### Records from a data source
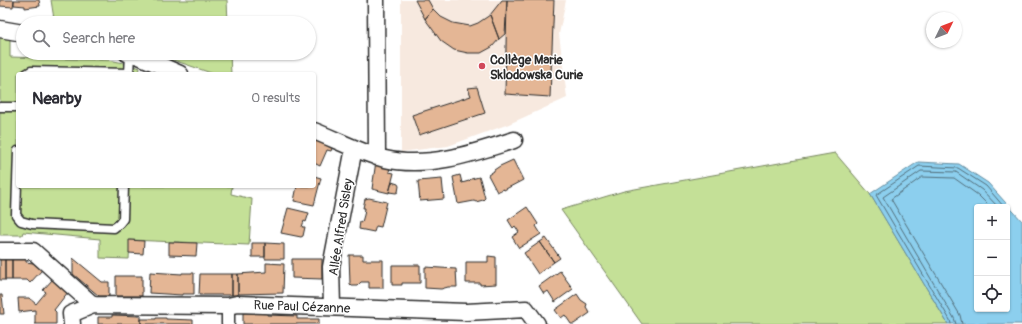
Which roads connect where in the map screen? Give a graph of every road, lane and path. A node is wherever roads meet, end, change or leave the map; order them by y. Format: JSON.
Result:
{"nodes":[{"id":1,"x":376,"y":0,"type":"edge"},
{"id":2,"x":0,"y":30,"type":"edge"},
{"id":3,"x":16,"y":32,"type":"edge"},
{"id":4,"x":128,"y":60,"type":"edge"},
{"id":5,"x":148,"y":60,"type":"edge"},
{"id":6,"x":29,"y":72,"type":"edge"},
{"id":7,"x":80,"y":72,"type":"edge"},
{"id":8,"x":129,"y":72,"type":"edge"},
{"id":9,"x":175,"y":72,"type":"edge"},
{"id":10,"x":0,"y":107,"type":"edge"},
{"id":11,"x":16,"y":107,"type":"edge"},
{"id":12,"x":316,"y":132,"type":"edge"},
{"id":13,"x":514,"y":140,"type":"dead end"},
{"id":14,"x":354,"y":148,"type":"junction"},
{"id":15,"x":377,"y":157,"type":"junction"},
{"id":16,"x":17,"y":188,"type":"edge"},
{"id":17,"x":124,"y":188,"type":"edge"},
{"id":18,"x":0,"y":251,"type":"edge"},
{"id":19,"x":93,"y":305,"type":"junction"},
{"id":20,"x":228,"y":306,"type":"junction"},
{"id":21,"x":332,"y":307,"type":"junction"},
{"id":22,"x":72,"y":324,"type":"edge"},
{"id":23,"x":228,"y":324,"type":"edge"},
{"id":24,"x":537,"y":324,"type":"edge"}],
"edges":[{"from":1,"to":15,"type":"street"},
{"from":2,"to":3,"type":"street"},
{"from":4,"to":8,"type":"lane"},
{"from":5,"to":9,"type":"street"},
{"from":6,"to":7,"type":"lane"},
{"from":10,"to":11,"type":"lane"},
{"from":12,"to":14,"type":"street"},
{"from":13,"to":15,"type":"street"},
{"from":14,"to":15,"type":"street"},
{"from":14,"to":21,"type":"street","name":"Allée Alfred Sisley"},
{"from":16,"to":17,"type":"lane"},
{"from":18,"to":19,"type":"street"},
{"from":19,"to":20,"type":"street","name":"Rue Paul Cézanne"},
{"from":19,"to":22,"type":"street","name":"Rue Paul Cézanne"},
{"from":20,"to":21,"type":"street","name":"Rue Paul Cézanne"},
{"from":20,"to":23,"type":"street"},
{"from":21,"to":24,"type":"street","name":"Rue Paul Cézanne"}]}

### Work to be completed
The answer must be a single number: the count of lines in the entries above that contain "lane".

### Finished exercise
5